MURRIETA – More than 31 years after a Hemet woman was found strangled in her home, a man was charged today with murdering her when he was a teenager.
Shelby Shamblin, now 48, is accused of killing 67-year-old Elizabeth Crossman on Jan. 17, 1980.
According to the Riverside County District Attorney’s Office, Crossman was sexually assaulted and strangled in her Florida Avenue residence, but Hemet police investigators had few leads in the case.
Shamblin was identified as a possible suspect because the then-17-year- old had been hired to do odd jobs around the property by the victim’s husband, said District Attorney’s Office spokesman John Hall.
”About a month after the murder, detectives interviewed Shamblin,” Hall said. ”He told them he had been a runaway at the time and had not been at the Crossman home during the days prior to the murder. Detectives were unable to gather enough evidence to connect Shamblin to the murder.”

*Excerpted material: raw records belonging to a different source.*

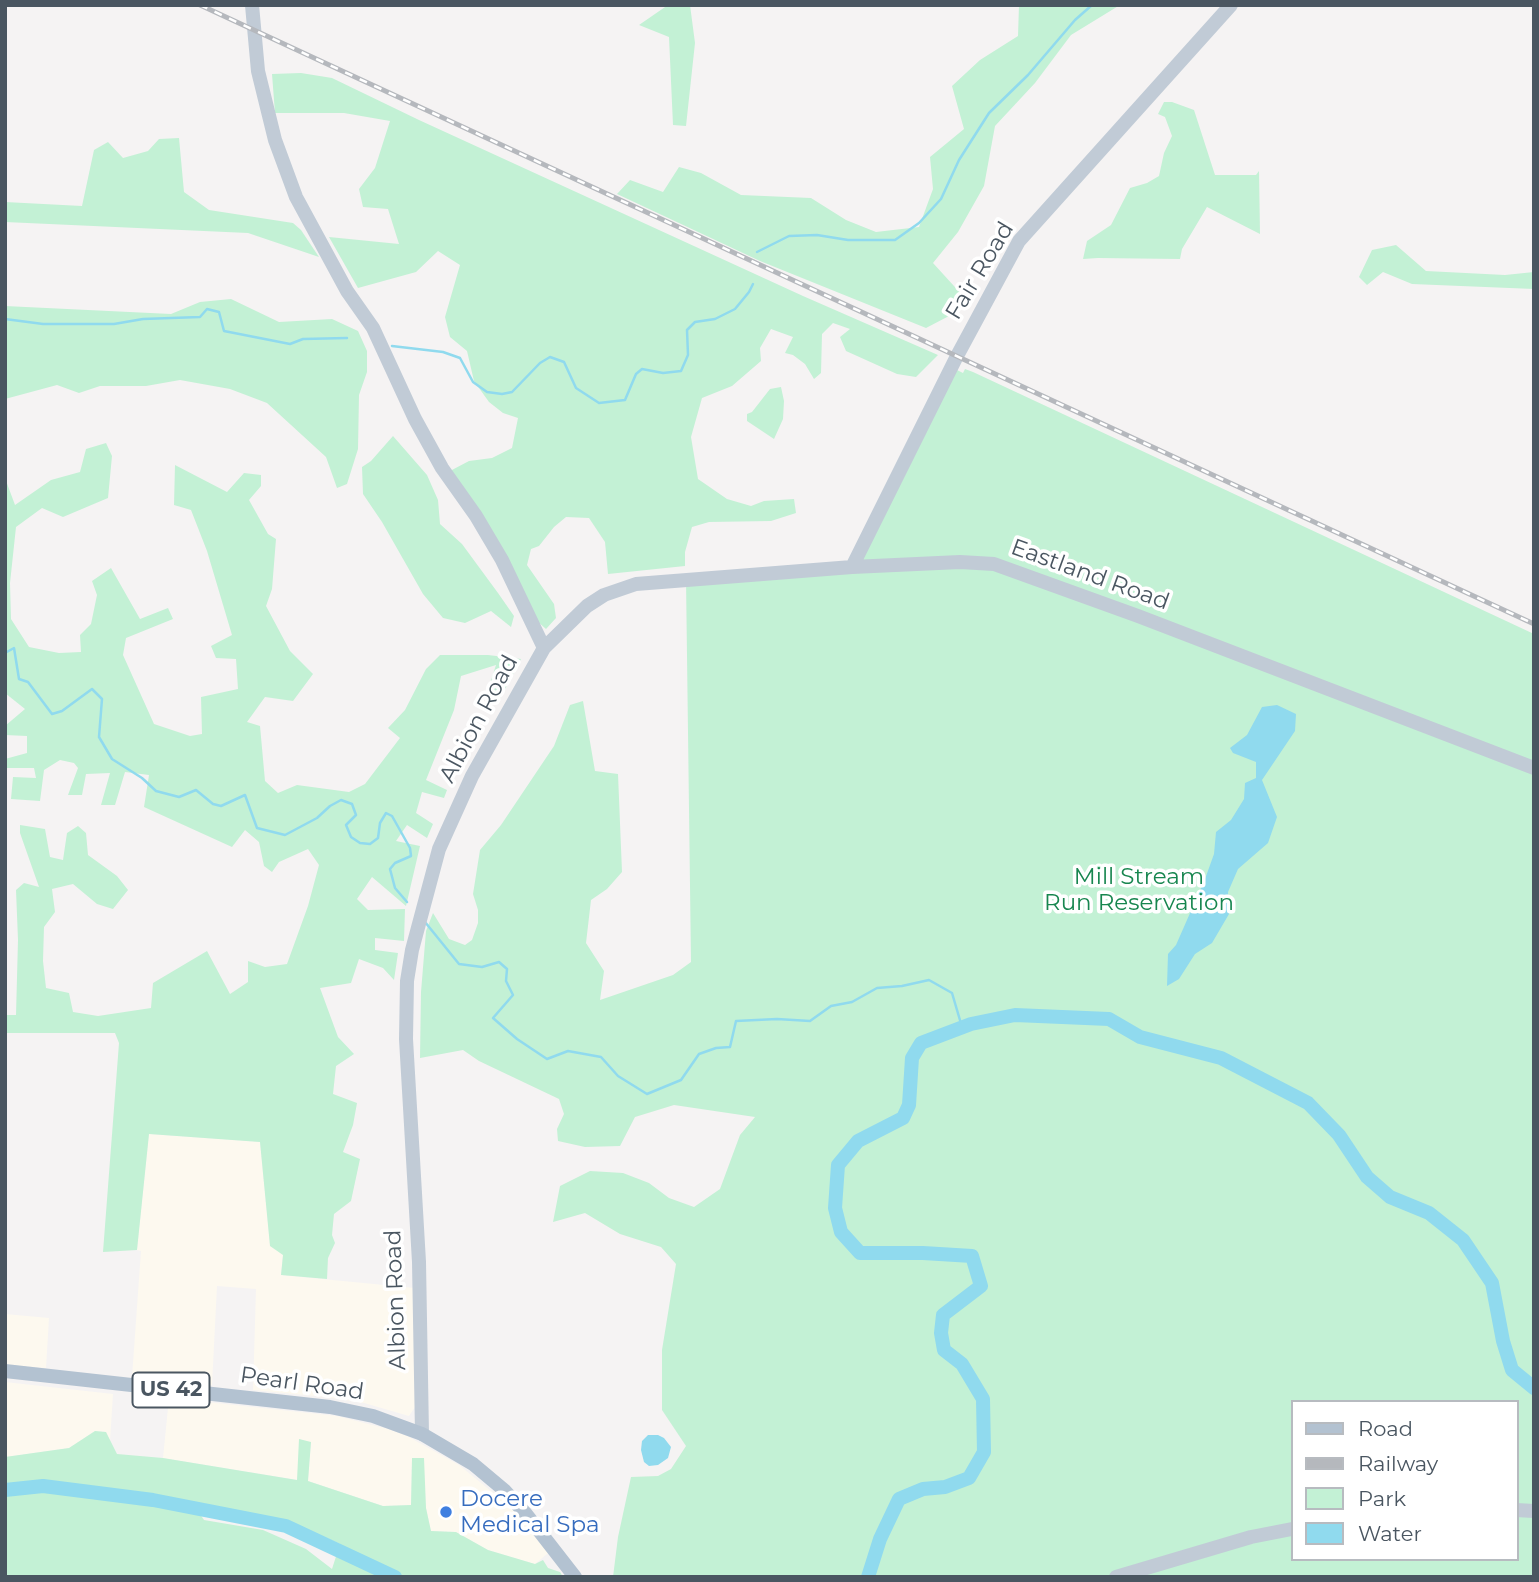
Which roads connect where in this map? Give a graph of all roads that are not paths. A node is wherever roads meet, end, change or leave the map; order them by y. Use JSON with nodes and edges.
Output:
{"nodes":[{"id":1,"x":252,"y":5,"type":"edge"},
{"id":2,"x":1231,"y":5,"type":"edge"},
{"id":3,"x":852,"y":567,"type":"junction"},
{"id":4,"x":544,"y":648,"type":"junction"},
{"id":5,"x":1534,"y":768,"type":"edge"},
{"id":6,"x":5,"y":1371,"type":"edge"},
{"id":7,"x":422,"y":1434,"type":"junction"},
{"id":8,"x":1290,"y":1529,"type":"edge"},
{"id":9,"x":572,"y":1574,"type":"edge"},
{"id":10,"x":1116,"y":1577,"type":"edge"}],
"edges":[{"from":1,"to":4,"type":"street","name":"Albion Road"},
{"from":2,"to":3,"type":"street","name":"Fair Road"},
{"from":3,"to":4,"type":"street","name":"Eastland Road"},
{"from":3,"to":5,"type":"street","name":"Eastland Road"},
{"from":4,"to":7,"type":"street","name":"Albion Road"},
{"from":6,"to":7,"type":"main road","name":"Pearl Road","number":"US 42"},
{"from":7,"to":9,"type":"main road","name":"Pearl Road","number":"US 42"},
{"from":8,"to":10,"type":"street"}]}
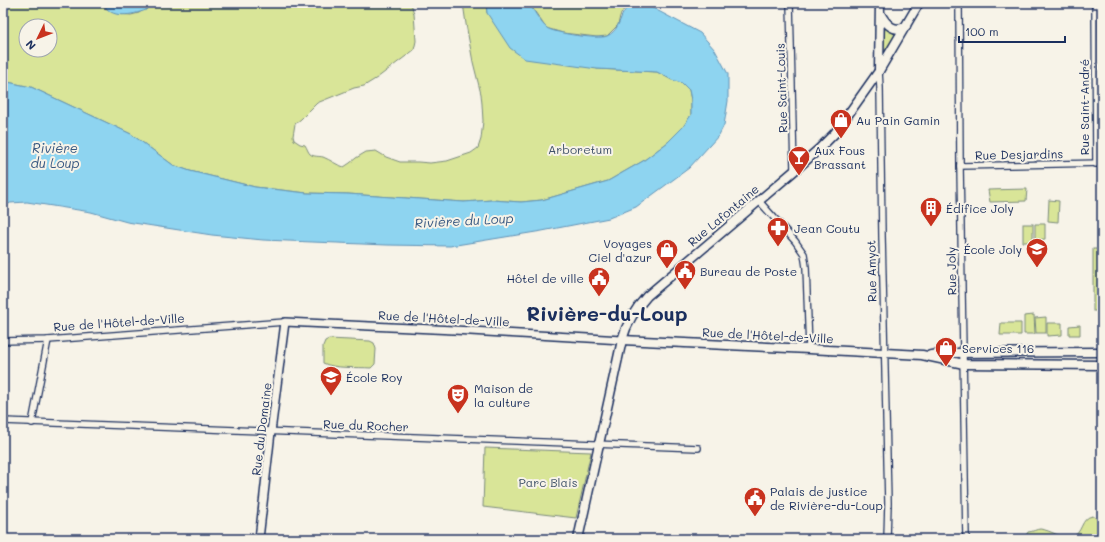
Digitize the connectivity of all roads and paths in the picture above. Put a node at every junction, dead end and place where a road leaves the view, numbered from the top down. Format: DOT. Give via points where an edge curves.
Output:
graph roads {
  1 [pos="790,3"];
  2 [pos="880,3"];
  3 [pos="919,3"];
  4 [pos="958,3"];
  5 [pos="1095,3"];
  6 [pos="880,14"];
  7 [pos="906,26"];
  8 [pos="879,71"];
  9 [pos="1099,164"];
  10 [pos="960,166"];
  11 [pos="794,171"];
  12 [pos="758,201"];
  13 [pos="285,322"];
  14 [pos="48,340"];
  15 [pos="622,340"];
  16 [pos="3,341"];
  17 [pos="809,348"];
  18 [pos="1102,352"];
  19 [pos="885,353"];
  20 [pos="963,353"];
  21 [pos="922,355"];
  22 [pos="964,364"];
  23 [pos="1102,365"];
  24 [pos="3,421"];
  25 [pos="32,423"];
  26 [pos="271,432"];
  27 [pos="599,445"];
  28 [pos="698,448"];
  29 [pos="259,539"];
  30 [pos="578,539"];
  31 [pos="887,539"];
  32 [pos="966,539"];
  1 -- 11 [label="street, Rue Saint-Louis"];
  2 -- 6 [label="main road, Rue Amyot"];
  3 -- 7 [label="main road, Rue Lafontaine"];
  4 -- 10 [label="street, Rue Joly"];
  5 -- 9 [label="street, Rue Saint-André"];
  6 -- 7 [label="main road" via="892,28 900,29"];
  6 -- 8 [label="main road, Rue Amyot"];
  7 -- 8 [label="main road, Rue Lafontaine"];
  8 -- 11 [label="main road, Rue Lafontaine" via="835,133"];
  8 -- 19 [label="street, Rue Amyot"];
  9 -- 10 [label="street, Rue Desjardins"];
  10 -- 20 [label="street, Rue Joly"];
  11 -- 12 [label="main road, Rue Lafontaine"];
  12 -- 15 [label="main road, Rue Lafontaine" via="647,296 631,316"];
  12 -- 17 [label="street" via="804,254"];
  13 -- 14 [label="street, Rue de l'Hôtel-de-Ville"];
  13 -- 15 [label="street, Rue de l'Hôtel-de-Ville"];
  13 -- 26 [label="street, Rue du Domaine"];
  14 -- 16 [label="street, Rue de l'Hôtel-de-Ville"];
  14 -- 25 [label="street"];
  15 -- 17 [label="main road, Rue de l'Hôtel-de-Ville"];
  15 -- 27 [label="main road, Rue Lafontaine"];
  17 -- 19 [label="main road, Rue de l'Hôtel-de-Ville"];
  18 -- 20 [label="main road"];
  19 -- 21 [label="main road, Rue de l'Hôtel-de-Ville"];
  19 -- 31 [label="street, Rue Amyot"];
  20 -- 21 [label="main road"];
  20 -- 22 [label="street, Rue Joly"];
  21 -- 22 [label="main road"];
  22 -- 23 [label="main road"];
  22 -- 32 [label="street, Rue Joly"];
  24 -- 25 [label="street, Rue du Rocher"];
  25 -- 26 [label="street, Rue du Rocher"];
  26 -- 27 [label="street, Rue du Rocher"];
  26 -- 29 [label="street, Rue du Domaine"];
  27 -- 28 [label="street, Rue du Rocher"];
  27 -- 30 [label="main road, Rue Lafontaine"];
}
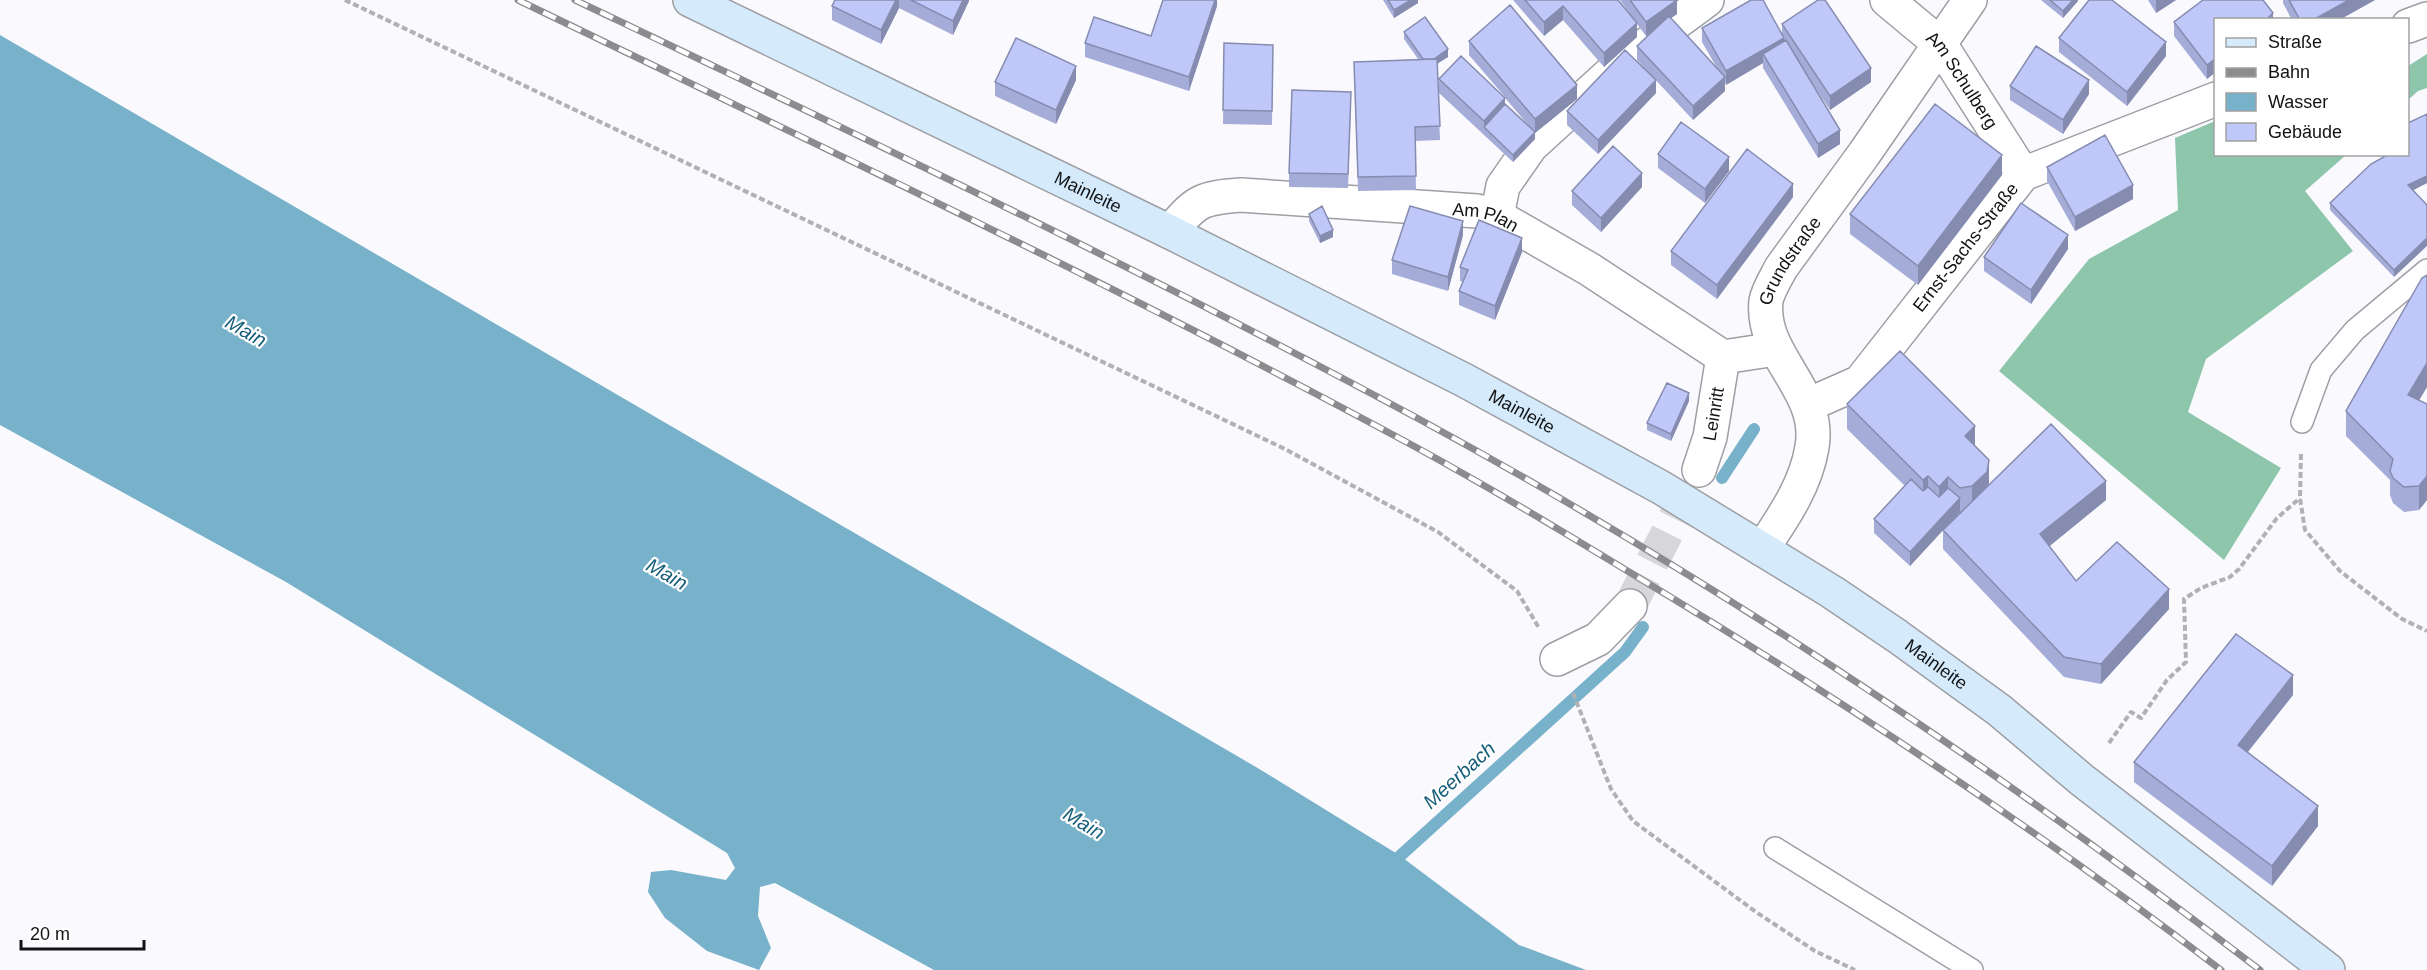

Forensic technicians took vaginal swabs and collected semen traces from Crossman’s body, storing the evidence until 2002, when Hemet police detectives submitted it to the California Department of Justice for analysis, according to Hall. A DNA profile was entered into the state’s Combined DNA Index System, with no potential suspects identified until last month, Hall said.
He said a sample of Shamblin’s DNA was collected after he was arrested on a drug charge in Homeland last Oct. 7.
When the DNA match was confirmed, a warrant was obtained for the defendant’s arrest, and he was taken into custody without incident Wednesday at his Homeland residence.
Because Shamblin was a teenager when the crime occurred, his case will be handled initially by a juvenile court judge, according to Hall. A hearing is scheduled for 8 a.m. Monday at the Southwest Detention Center in Murrieta.